Excerpted data below:
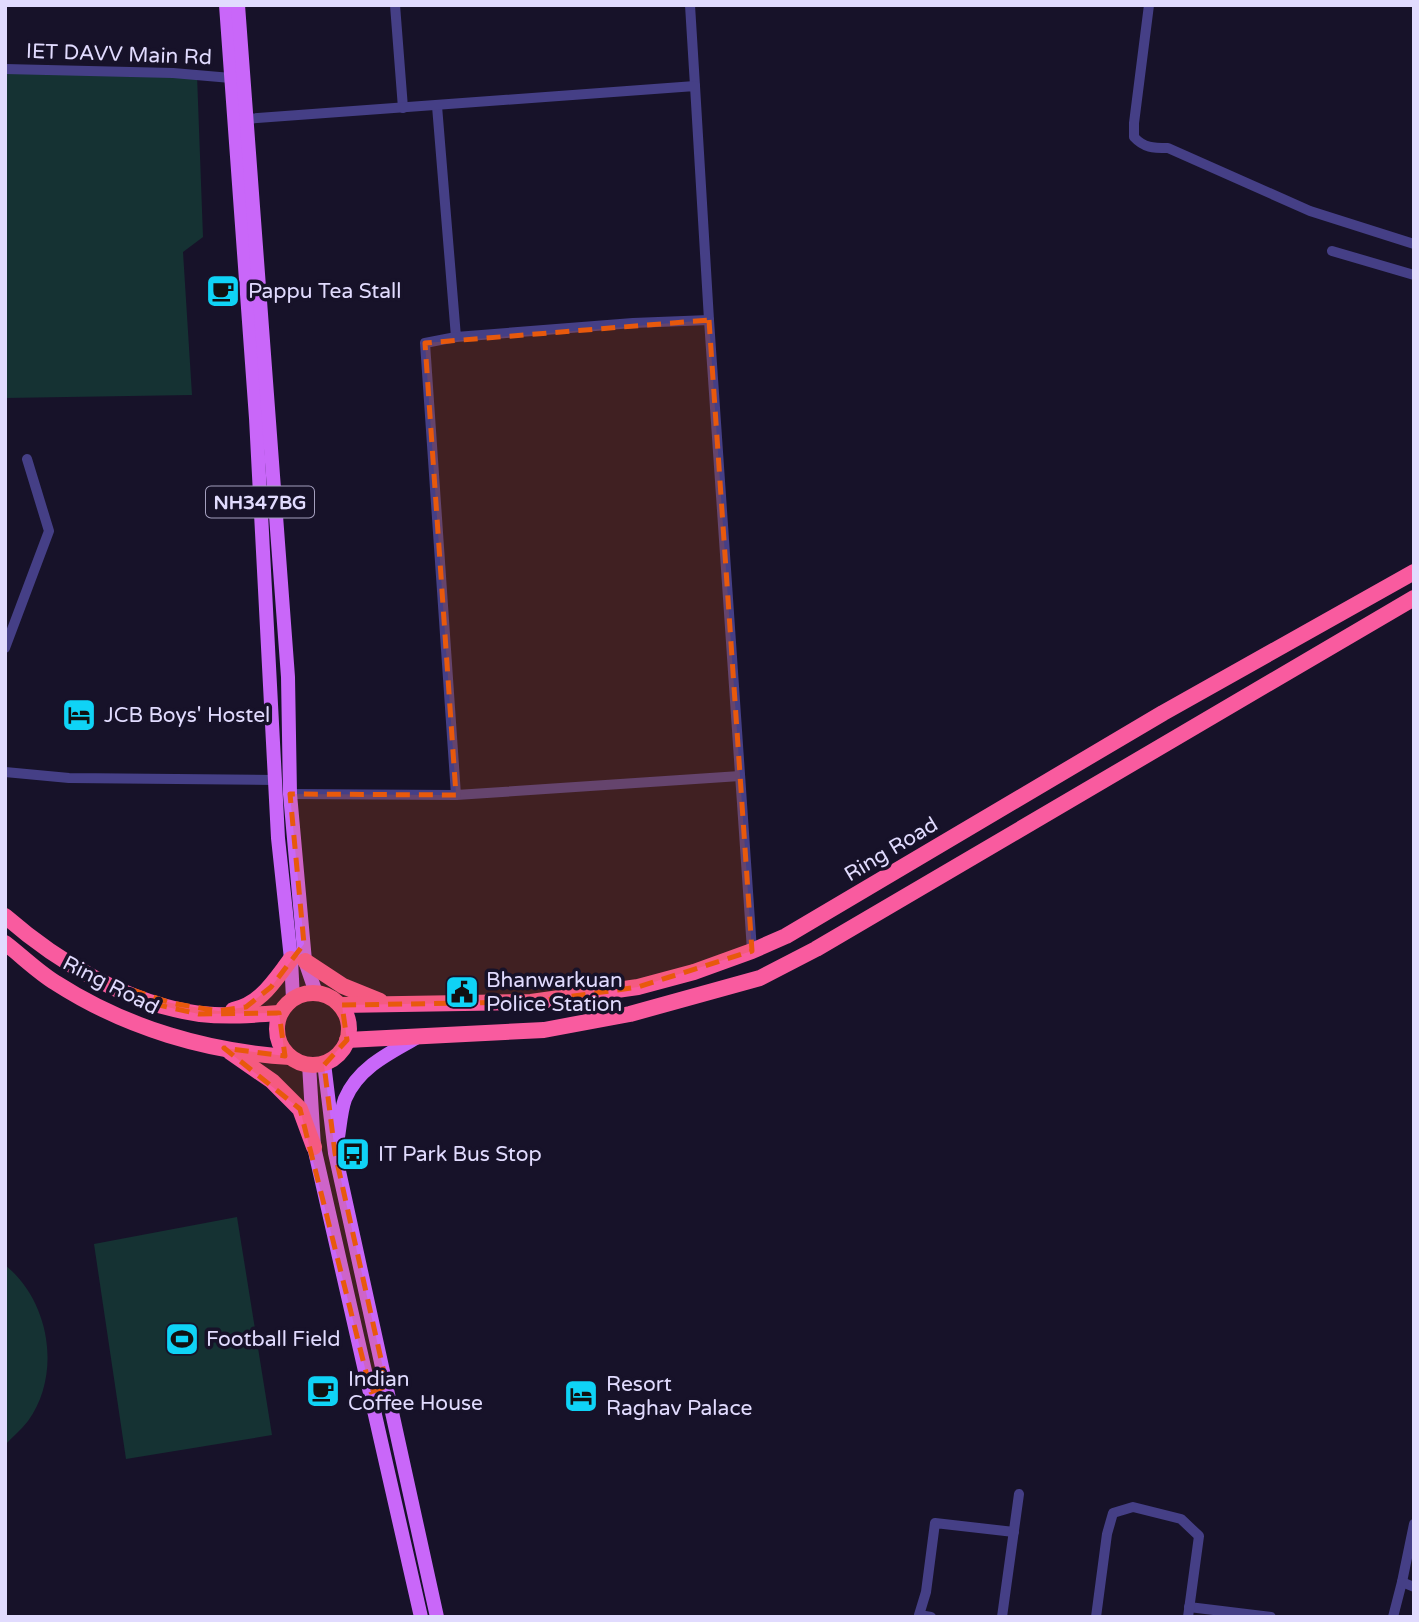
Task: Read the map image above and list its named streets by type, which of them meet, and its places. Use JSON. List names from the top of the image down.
{
  "streets": {
    "highway": ["Ring Road"],
    "main road": ["NH347BG"],
    "street": ["IET DAVV Main Rd"]
  },
  "crossings": [
    ["IET DAVV Main Rd", "NH347BG"],
    ["NH347BG", "Ring Road"]
  ],
  "places": {
    "cafe": ["Pappu Tea Stall", "Indian Coffee House"],
    "hotel": ["JCB Boys' Hostel", "Resort Raghav Palace"],
    "public building": ["Bhanwarkuan Police Station"],
    "bus stop": ["IT Park Bus Stop"],
    "sports": ["Football Field"]
  }
}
End of Excerpted data.
Send back every line above exactly, skipping all pictures.

Task: Read the map image above and list its named streets by type, which of them meet, and its places. Use JSON. List names from the top of the image down.
{
  "streets": {
    "highway": ["Ring Road"],
    "main road": ["NH347BG"],
    "street": ["IET DAVV Main Rd"]
  },
  "crossings": [
    ["IET DAVV Main Rd", "NH347BG"],
    ["NH347BG", "Ring Road"]
  ],
  "places": {
    "cafe": ["Pappu Tea Stall", "Indian Coffee House"],
    "hotel": ["JCB Boys' Hostel", "Resort Raghav Palace"],
    "public building": ["Bhanwarkuan Police Station"],
    "bus stop": ["IT Park Bus Stop"],
    "sports": ["Football Field"]
  }
}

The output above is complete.